***** GIVEN RECORDS
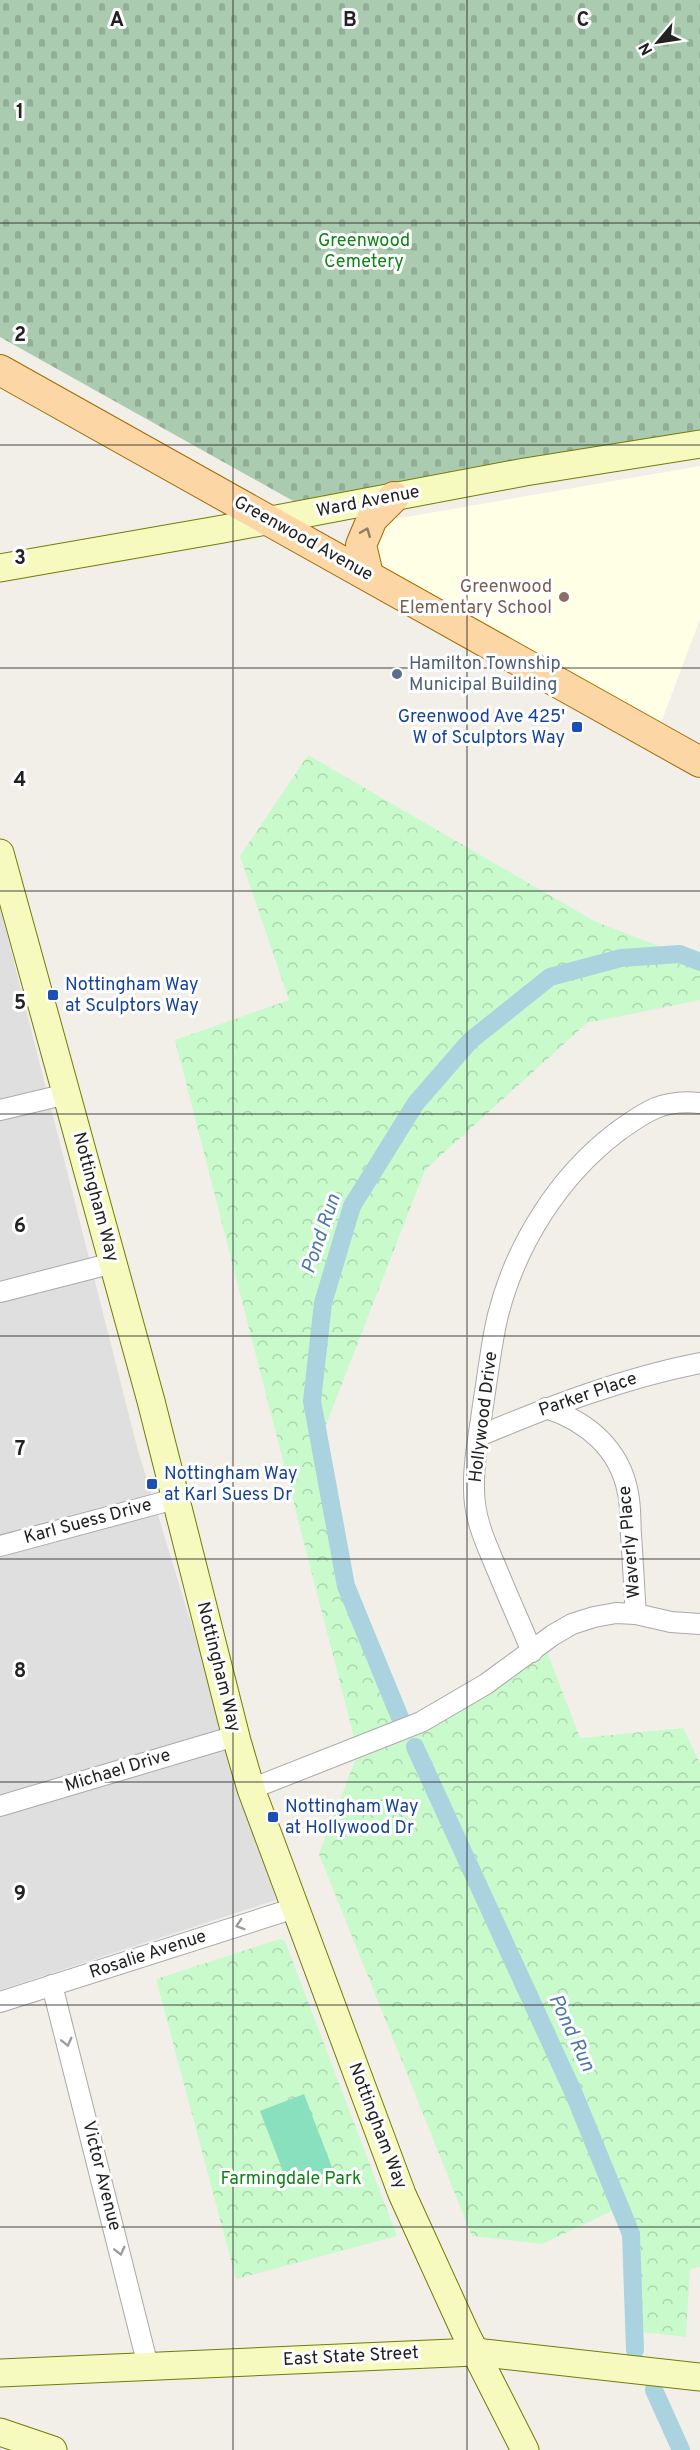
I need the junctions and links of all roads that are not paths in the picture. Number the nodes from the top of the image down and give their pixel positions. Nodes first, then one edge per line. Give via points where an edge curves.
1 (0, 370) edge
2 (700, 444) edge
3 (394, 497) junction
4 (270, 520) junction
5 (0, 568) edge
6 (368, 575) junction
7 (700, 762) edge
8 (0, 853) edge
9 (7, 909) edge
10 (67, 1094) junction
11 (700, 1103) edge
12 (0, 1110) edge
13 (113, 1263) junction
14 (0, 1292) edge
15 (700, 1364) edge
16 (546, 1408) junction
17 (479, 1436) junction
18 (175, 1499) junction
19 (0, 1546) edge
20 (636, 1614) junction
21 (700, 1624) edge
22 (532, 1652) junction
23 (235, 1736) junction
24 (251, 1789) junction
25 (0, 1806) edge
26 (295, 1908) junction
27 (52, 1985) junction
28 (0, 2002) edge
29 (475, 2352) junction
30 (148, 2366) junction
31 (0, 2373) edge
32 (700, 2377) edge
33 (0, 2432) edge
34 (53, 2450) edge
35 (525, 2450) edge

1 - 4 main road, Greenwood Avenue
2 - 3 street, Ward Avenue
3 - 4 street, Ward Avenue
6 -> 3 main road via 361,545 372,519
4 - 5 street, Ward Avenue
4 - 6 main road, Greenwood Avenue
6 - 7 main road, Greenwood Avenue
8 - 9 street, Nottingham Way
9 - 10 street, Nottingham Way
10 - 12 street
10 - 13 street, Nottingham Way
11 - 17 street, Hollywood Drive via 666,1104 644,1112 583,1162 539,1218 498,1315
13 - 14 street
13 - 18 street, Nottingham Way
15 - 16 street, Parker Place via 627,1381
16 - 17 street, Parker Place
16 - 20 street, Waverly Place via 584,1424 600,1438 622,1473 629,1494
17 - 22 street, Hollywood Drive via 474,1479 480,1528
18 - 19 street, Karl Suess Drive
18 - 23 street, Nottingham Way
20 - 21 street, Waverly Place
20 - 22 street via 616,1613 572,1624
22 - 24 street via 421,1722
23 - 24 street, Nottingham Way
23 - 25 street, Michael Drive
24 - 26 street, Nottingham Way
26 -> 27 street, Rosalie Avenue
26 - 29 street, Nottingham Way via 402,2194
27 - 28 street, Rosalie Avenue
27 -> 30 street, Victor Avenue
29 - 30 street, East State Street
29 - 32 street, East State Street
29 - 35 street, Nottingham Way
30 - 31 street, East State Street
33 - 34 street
**********
*ABOUT THIS TASK*:
Transcribe the entries word for word, without their pictures.

*RESULT BELOW*:
I need the junctions and links of all roads that are not paths in the picture. Number the nodes from the top of the image down and give their pixel positions. Nodes first, then one edge per line. Give via points where an edge curves.
1 (0, 370) edge
2 (700, 444) edge
3 (394, 497) junction
4 (270, 520) junction
5 (0, 568) edge
6 (368, 575) junction
7 (700, 762) edge
8 (0, 853) edge
9 (7, 909) edge
10 (67, 1094) junction
11 (700, 1103) edge
12 (0, 1110) edge
13 (113, 1263) junction
14 (0, 1292) edge
15 (700, 1364) edge
16 (546, 1408) junction
17 (479, 1436) junction
18 (175, 1499) junction
19 (0, 1546) edge
20 (636, 1614) junction
21 (700, 1624) edge
22 (532, 1652) junction
23 (235, 1736) junction
24 (251, 1789) junction
25 (0, 1806) edge
26 (295, 1908) junction
27 (52, 1985) junction
28 (0, 2002) edge
29 (475, 2352) junction
30 (148, 2366) junction
31 (0, 2373) edge
32 (700, 2377) edge
33 (0, 2432) edge
34 (53, 2450) edge
35 (525, 2450) edge

1 - 4 main road, Greenwood Avenue
2 - 3 street, Ward Avenue
3 - 4 street, Ward Avenue
6 -> 3 main road via 361,545 372,519
4 - 5 street, Ward Avenue
4 - 6 main road, Greenwood Avenue
6 - 7 main road, Greenwood Avenue
8 - 9 street, Nottingham Way
9 - 10 street, Nottingham Way
10 - 12 street
10 - 13 street, Nottingham Way
11 - 17 street, Hollywood Drive via 666,1104 644,1112 583,1162 539,1218 498,1315
13 - 14 street
13 - 18 street, Nottingham Way
15 - 16 street, Parker Place via 627,1381
16 - 17 street, Parker Place
16 - 20 street, Waverly Place via 584,1424 600,1438 622,1473 629,1494
17 - 22 street, Hollywood Drive via 474,1479 480,1528
18 - 19 street, Karl Suess Drive
18 - 23 street, Nottingham Way
20 - 21 street, Waverly Place
20 - 22 street via 616,1613 572,1624
22 - 24 street via 421,1722
23 - 24 street, Nottingham Way
23 - 25 street, Michael Drive
24 - 26 street, Nottingham Way
26 -> 27 street, Rosalie Avenue
26 - 29 street, Nottingham Way via 402,2194
27 - 28 street, Rosalie Avenue
27 -> 30 street, Victor Avenue
29 - 30 street, East State Street
29 - 32 street, East State Street
29 - 35 street, Nottingham Way
30 - 31 street, East State Street
33 - 34 street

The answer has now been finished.